Most important: Recent work suggests that the funerary display should not be confined to male participants alone (Webb. Gendering the Roman Imago, Eugesta 2017). This year’s will reevaluate the funeral assemblage on the Rostra by creating a new set of algorithms that will include database-driven and probabilistic models to include men AND women on the stage during the course of Roman Republican history.
For this renewed project, we will work to produce published output based on our new models. Our preliminary work created born-digital beta interfaces. We will extend our work to develop final versions to submit for “publication” in digital and print formats.
In addition, we will explore incorporating machine-learning to reconstruct the funeral speeches.
We will produce final versions of the following:
A 2D chart-based investigation of the funerals to reveal change over time and to establish the general shape of the funeral and its major players;
2D images derived from 3D-generated representations in Sketchup that show, from certain viewing points within the Forum, how a funeral eulogy might be experienced within the context of the surrounding built environment;
An interactive 3D platform, constructed in Unity3D, that let’s the user select a funeral or an array of funerals to view within a fully interactive, multi-player 3D world. This viewing mode also serves as a general discovery tool to access the DPRR.
This project is a branch of the RomeLab initiative, and will rely on existing 3D critical editions of the Roman Forum and on interactive software developed by the Humanities Virtual World Consortium and RomeLab (including current RITC Benjamin Niedzielski) built in the Unity 3D game engine.
Maja Manojlovic, Ph.D., Lecturer | Faculty Advisor for WII Pedagogy Writing Programs.
Tongva VR/AR is an interdisciplinary research project that aims to create VR/AR models of two Tongva villages: Yaanga, one the largest Tongva villages near downtown Los Angeles, and Koruuvanga in West Los Angeles (https://www.latimes.com/projects/la-me-col1-tongva-language-native-american-tribe/). In addition, this project is intended to serve as a teaching platform for a Digital Humanities course.
This VR/AR modeling project will continue building on the UCLA American Indian Studies Center’s “Mapping Indigenous LA Project.” This project worked to empower local indigenous communities to tell their stories through relevant maps, documents, photographs, and testimonies. In this sense, it provides a powerful point of departure for us to begin examining the erasure of indigenous cultures in North America and elsewhere.
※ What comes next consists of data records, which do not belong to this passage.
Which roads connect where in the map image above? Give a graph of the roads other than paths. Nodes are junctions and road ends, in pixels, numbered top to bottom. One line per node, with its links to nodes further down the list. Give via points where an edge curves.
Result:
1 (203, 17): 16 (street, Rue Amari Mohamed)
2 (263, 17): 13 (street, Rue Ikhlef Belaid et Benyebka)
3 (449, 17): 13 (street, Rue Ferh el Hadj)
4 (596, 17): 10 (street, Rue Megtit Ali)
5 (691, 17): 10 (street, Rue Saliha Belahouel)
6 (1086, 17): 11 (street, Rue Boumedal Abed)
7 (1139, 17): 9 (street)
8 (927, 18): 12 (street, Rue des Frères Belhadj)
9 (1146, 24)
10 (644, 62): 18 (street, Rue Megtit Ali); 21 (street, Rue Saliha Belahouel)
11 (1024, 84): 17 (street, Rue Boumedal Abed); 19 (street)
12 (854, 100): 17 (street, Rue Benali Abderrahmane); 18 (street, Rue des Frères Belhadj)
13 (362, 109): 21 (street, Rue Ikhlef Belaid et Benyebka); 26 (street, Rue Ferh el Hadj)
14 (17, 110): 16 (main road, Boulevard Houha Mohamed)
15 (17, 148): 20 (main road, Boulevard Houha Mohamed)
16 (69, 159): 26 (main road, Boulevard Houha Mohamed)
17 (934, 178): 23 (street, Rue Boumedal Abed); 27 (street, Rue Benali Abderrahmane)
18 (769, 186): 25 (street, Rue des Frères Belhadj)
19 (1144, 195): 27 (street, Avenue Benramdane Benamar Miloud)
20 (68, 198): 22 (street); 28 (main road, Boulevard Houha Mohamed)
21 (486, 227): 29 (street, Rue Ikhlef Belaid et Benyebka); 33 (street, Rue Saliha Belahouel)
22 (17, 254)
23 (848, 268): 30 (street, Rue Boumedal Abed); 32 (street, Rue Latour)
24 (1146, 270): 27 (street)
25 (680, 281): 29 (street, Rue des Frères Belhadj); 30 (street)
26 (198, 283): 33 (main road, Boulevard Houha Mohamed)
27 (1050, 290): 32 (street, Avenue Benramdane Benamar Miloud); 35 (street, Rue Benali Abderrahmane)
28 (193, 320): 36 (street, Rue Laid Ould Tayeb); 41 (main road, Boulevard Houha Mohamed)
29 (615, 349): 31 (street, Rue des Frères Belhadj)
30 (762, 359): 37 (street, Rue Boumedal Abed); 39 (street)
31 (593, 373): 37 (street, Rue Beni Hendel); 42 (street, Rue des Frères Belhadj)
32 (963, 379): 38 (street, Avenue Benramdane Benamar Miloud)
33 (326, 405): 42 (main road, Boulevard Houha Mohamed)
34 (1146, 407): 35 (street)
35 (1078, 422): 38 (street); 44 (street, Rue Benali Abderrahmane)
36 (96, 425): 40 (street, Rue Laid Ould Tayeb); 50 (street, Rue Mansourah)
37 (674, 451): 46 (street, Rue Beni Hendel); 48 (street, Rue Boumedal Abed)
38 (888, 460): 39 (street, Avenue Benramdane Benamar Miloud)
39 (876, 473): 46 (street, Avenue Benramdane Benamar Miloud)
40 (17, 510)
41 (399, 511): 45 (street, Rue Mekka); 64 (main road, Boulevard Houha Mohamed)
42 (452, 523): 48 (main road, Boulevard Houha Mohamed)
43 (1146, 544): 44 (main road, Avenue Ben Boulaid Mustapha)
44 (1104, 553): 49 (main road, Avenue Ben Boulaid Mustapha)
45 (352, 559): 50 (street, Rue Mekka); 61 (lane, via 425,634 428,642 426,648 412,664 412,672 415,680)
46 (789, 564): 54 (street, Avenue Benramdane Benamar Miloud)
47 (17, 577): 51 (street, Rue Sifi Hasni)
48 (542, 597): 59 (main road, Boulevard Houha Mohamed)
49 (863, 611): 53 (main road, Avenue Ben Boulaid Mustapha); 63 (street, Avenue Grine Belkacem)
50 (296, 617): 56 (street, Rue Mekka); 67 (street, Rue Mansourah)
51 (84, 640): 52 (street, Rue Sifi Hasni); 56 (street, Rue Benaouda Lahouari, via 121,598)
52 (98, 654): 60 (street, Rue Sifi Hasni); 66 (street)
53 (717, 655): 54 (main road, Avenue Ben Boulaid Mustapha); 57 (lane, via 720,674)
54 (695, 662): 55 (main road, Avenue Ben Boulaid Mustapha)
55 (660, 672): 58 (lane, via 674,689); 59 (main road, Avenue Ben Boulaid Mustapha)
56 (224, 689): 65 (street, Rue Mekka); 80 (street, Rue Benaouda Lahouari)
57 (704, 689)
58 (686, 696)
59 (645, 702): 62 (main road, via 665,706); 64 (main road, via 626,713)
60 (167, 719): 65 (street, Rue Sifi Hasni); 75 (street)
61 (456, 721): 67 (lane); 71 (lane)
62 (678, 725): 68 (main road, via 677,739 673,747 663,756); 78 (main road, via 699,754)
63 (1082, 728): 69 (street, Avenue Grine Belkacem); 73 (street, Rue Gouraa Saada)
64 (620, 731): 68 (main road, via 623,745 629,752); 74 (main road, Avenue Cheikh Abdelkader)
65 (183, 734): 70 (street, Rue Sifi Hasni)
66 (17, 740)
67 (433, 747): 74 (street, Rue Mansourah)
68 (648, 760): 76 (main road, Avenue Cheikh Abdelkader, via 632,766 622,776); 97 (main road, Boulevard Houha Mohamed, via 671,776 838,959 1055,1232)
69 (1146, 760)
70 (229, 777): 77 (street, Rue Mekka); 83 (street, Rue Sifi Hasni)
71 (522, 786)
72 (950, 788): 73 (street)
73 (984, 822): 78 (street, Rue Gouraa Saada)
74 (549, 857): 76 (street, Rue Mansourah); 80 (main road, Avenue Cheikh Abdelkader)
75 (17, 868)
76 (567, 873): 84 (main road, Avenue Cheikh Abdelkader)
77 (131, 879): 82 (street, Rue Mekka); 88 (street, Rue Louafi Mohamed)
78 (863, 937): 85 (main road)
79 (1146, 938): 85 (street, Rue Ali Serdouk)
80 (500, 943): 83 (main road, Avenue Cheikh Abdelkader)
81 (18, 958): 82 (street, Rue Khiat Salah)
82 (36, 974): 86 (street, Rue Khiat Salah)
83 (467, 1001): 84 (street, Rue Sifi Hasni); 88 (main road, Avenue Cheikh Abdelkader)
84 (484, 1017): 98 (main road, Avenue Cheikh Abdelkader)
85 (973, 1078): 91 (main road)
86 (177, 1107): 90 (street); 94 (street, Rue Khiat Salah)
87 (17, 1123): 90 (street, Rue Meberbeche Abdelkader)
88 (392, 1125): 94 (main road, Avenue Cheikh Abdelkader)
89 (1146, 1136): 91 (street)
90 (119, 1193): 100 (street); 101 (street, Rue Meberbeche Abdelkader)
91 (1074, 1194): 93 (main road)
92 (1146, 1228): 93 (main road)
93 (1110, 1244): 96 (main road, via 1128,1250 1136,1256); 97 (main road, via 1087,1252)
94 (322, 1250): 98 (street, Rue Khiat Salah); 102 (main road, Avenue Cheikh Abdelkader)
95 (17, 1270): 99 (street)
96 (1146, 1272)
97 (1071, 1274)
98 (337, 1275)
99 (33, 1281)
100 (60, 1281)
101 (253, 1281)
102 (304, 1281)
Tongva VR/AR continues to address the issues surrounding colonization of indigenous identities, languages, architectures, and geographies. However, the three-dimensional models of Tongva villages and artifacts in VR/AR environments will offer yet another alternative to the existing indigenous (hi)stories. By creating 3D VR/AR environments, I’m interested in exploring the space of Tongva villages from a phenomenological perspective. That is, how does an embodied experience in the intensified space of a VR/AR environment modulate the way users make sense of the Tongva’s lived-experience, both individually and collectively? What happens once we can no longer distance ourselves from our object of inquiry, as we would when “reading” a two-dimensional “text,” or a map? Do we relate differently to the space of the Tongva village and their culture once we are situated in its three-dimensional environment? If so, might we say that we are “re-embodying” our cognition by incorporating feeling and affect?
Students that might want to continue to build on the Tongva VR/AR once it’s available to be experienced can delve into the questions above, as well as explore other avenues of inquiry into the life and culture of the Tongva peoples.
Tongva VR/AR is currently in its initial research stage of development, exploring relevant scholarly resources and VR/AR technologies.